One GUI design image consists of two types of components i.e., widgets and spatial layouts. The widgets are organized by the layout as the structural tree for one GUI design. We take the subtree of existing GUIs as the basic unit for composing a new GUI design rather than plain pixels.

We cut these candidate subtrees from the original screenshot according to certain rules. Given one GUI design with detailed component information, we cut out all the first-level subtrees from the original DOM tree . If the width of a subtree exceeds 90% of the GUI width, we continue to cut it to the next level, otherwise we stop splitting and this subtree is used as the smallest granularity unit. The procedure will be iterated until all the segmentation stops. Finally, we use all the smallest subtrees as indexes to identify templates.
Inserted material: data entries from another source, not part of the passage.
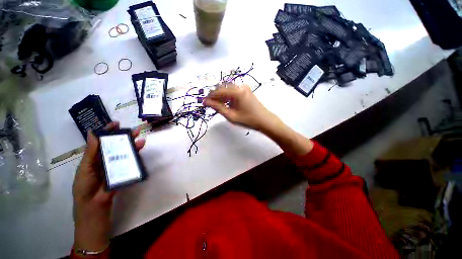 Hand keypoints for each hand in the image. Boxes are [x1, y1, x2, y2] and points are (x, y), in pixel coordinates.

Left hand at [72, 122, 145, 251]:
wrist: (94, 216)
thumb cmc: (85, 196)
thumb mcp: (85, 174)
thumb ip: (90, 155)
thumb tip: (94, 134)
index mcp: (91, 162)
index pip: (99, 143)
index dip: (107, 132)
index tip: (116, 123)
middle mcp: (102, 164)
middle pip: (113, 148)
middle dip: (123, 138)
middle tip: (134, 131)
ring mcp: (113, 171)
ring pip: (122, 155)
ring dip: (131, 147)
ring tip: (140, 140)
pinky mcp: (121, 177)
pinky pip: (128, 165)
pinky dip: (134, 158)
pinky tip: (140, 153)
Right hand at [203, 84, 280, 130]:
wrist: (264, 120)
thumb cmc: (248, 120)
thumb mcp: (231, 115)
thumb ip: (218, 107)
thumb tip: (206, 102)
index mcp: (236, 92)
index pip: (218, 91)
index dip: (210, 97)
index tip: (203, 103)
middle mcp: (240, 86)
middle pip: (222, 88)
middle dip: (215, 96)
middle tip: (210, 105)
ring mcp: (244, 87)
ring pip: (227, 89)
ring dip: (221, 96)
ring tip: (217, 105)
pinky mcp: (246, 90)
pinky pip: (233, 90)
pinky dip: (227, 96)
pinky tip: (226, 103)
We remove the subtrees with duplicate bounds in one GUI and keep only one in the process. Besides, subtrees with partial overlap and too high or too low aspect ratio are also removed, which can not be cut from the original GUI.

The figure shows an example segmentation of a real GUI screen shot, and each subtree is used as the basic unit in our work.

Learning to Generate GUI Designs Using Generative Adversarial Networks

As shown in the figure, based on subtrees automatically segmented from the original GUIs, we first convert all them into embedding by modeling their style. During the training process, the generator randomly generates a sequence with the given length and the discriminator acts as the environment, in which the reward can be calculated as the loss_g by Monte Carlo tree search (MCTS). We get the homogeneity value of the generated result as loss_c. By measuring the distance between the generated result and the original GUI design, the model captures the structural information with loss_s calculated by the minimum edit distance. By integrating all the loss functions above, the parameters of the generator are updated with the backpropagation algorithm.

Style Embedding of Subtree

We adopt a siamese network to model the GUI design with a dual-channel CNN structure. We apply a pair of GUI images (g1,g2) as the input and the goal of the siamese network is to distinguish whether the two images are from the same app.

Modeling Subtree Compatibility

We apply the homogeneity (HOM) to evaluate the aesthetic compatibility of subtrees in the sequence.

Modeling Subtree Structure

We use the structure strings of the subtrees from their meta data to represent their structures. Then we apply the minimum edit distance (MED) to evaluate the structural similarity between the generated samples and the real ones.

Multi-Loss Fusion

By adding the trainable noise parameters, we balance the three loss values (the feedback loss from the discriminator, compatibility loss, loss_c, and structure loss, loss_s) to the same scale, and the parameters of the generator can be updated.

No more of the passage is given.